For the entries below, count the lines that contain the word "عبدالله" and reply with that number only.

··· EXERCISE MATERIAL ···

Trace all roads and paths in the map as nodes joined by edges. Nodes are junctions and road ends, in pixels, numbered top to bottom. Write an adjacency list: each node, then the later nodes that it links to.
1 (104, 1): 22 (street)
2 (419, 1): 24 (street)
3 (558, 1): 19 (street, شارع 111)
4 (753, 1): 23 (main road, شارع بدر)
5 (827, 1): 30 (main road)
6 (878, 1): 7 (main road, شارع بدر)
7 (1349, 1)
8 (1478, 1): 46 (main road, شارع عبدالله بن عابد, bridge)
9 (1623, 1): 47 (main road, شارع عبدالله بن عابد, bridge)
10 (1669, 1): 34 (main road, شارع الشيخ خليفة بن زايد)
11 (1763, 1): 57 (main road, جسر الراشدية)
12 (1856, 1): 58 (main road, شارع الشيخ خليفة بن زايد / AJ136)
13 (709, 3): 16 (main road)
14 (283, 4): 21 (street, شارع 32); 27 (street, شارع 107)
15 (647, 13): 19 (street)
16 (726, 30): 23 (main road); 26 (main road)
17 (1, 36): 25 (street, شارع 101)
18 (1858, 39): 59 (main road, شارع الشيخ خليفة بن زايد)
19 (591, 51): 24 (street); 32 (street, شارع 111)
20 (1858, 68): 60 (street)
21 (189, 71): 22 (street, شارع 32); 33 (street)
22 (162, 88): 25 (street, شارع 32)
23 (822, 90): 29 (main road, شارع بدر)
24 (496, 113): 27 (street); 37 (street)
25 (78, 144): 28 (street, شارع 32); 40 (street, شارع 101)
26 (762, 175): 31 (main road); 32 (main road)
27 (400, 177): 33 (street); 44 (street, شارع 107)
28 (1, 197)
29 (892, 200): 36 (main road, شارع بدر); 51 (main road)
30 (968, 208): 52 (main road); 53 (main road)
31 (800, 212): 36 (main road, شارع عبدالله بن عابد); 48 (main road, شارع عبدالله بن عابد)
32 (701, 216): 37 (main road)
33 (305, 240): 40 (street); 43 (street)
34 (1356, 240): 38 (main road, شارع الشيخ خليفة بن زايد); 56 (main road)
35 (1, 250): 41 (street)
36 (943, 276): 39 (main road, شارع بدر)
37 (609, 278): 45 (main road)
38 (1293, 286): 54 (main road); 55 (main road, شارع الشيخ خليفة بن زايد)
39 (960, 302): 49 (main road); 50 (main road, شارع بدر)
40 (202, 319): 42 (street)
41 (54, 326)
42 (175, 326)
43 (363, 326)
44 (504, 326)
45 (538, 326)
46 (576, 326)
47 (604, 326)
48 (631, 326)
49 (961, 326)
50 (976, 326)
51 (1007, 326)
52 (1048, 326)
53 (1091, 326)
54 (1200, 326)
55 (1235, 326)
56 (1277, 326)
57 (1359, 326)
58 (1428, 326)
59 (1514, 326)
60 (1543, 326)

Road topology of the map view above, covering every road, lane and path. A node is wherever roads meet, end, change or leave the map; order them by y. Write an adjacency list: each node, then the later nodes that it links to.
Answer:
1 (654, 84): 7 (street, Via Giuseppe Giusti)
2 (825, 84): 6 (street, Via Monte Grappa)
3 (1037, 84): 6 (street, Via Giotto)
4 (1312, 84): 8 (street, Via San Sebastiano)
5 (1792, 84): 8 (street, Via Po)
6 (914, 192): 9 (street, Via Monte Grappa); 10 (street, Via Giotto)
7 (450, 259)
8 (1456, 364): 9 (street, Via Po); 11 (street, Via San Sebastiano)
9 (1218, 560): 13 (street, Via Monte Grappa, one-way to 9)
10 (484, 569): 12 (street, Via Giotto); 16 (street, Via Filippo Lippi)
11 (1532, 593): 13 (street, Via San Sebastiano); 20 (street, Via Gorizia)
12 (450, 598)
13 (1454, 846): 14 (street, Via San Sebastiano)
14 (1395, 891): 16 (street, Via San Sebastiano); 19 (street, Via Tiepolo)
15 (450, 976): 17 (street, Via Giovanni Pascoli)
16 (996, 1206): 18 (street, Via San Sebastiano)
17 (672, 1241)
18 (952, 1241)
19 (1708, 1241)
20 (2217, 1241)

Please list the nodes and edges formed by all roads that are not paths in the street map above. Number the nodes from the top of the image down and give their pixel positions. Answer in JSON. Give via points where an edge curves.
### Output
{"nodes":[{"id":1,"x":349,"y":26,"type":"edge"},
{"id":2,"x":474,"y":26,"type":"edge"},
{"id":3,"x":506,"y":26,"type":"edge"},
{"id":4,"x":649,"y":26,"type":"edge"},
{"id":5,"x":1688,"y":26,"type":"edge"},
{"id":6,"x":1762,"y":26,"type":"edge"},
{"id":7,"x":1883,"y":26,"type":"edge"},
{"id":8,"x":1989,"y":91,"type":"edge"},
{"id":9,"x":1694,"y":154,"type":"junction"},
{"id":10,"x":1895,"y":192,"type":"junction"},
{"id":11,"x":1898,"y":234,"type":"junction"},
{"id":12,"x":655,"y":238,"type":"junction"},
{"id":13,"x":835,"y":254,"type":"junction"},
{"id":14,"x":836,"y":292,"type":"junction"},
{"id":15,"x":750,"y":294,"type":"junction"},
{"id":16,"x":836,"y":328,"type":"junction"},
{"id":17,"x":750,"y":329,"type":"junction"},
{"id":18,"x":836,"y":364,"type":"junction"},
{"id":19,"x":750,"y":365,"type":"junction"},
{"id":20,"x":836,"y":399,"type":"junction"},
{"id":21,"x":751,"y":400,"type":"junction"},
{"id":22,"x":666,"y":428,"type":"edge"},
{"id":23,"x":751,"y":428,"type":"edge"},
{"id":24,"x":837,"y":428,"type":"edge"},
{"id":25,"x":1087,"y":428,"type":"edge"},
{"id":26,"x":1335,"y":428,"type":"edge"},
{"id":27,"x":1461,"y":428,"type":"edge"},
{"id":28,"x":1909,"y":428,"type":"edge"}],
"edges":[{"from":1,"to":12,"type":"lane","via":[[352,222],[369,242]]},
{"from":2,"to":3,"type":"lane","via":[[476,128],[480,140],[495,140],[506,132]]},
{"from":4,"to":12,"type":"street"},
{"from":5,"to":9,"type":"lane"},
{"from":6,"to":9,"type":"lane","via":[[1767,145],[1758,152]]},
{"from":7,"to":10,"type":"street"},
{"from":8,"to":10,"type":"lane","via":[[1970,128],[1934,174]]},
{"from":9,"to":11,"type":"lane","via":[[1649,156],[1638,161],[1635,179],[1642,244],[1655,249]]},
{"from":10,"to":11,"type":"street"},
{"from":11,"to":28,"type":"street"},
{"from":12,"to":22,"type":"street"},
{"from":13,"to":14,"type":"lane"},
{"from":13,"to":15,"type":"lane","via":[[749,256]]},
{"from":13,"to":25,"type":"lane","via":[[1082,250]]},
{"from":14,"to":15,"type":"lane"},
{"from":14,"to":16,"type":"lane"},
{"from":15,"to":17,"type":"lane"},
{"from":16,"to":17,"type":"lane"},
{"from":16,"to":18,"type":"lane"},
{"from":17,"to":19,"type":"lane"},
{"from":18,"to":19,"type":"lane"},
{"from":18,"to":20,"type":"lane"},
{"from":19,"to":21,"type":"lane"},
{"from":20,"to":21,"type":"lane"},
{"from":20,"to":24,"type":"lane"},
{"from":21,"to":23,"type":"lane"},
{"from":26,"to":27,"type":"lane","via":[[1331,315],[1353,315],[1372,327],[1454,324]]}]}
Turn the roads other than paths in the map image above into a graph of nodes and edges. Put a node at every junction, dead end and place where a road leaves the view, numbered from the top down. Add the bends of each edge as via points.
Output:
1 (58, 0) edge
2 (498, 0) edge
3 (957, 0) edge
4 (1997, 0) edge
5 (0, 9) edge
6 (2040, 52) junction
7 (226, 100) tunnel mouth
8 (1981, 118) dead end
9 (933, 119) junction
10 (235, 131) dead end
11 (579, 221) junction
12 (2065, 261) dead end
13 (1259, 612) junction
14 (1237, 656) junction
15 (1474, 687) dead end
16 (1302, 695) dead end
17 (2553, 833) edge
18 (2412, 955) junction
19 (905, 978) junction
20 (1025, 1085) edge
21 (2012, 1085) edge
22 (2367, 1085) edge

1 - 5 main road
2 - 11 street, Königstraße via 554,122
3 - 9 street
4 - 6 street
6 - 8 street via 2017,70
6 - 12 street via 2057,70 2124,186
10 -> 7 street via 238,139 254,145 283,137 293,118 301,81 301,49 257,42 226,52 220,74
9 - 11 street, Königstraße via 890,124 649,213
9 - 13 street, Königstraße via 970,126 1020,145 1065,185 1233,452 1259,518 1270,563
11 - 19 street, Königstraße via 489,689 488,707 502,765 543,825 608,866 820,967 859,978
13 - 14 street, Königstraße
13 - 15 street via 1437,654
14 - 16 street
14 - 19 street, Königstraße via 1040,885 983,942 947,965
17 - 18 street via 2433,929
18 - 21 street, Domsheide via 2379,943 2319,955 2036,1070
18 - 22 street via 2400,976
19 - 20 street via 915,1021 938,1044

···

- **RESULT FOR THIS EXERCISE**
3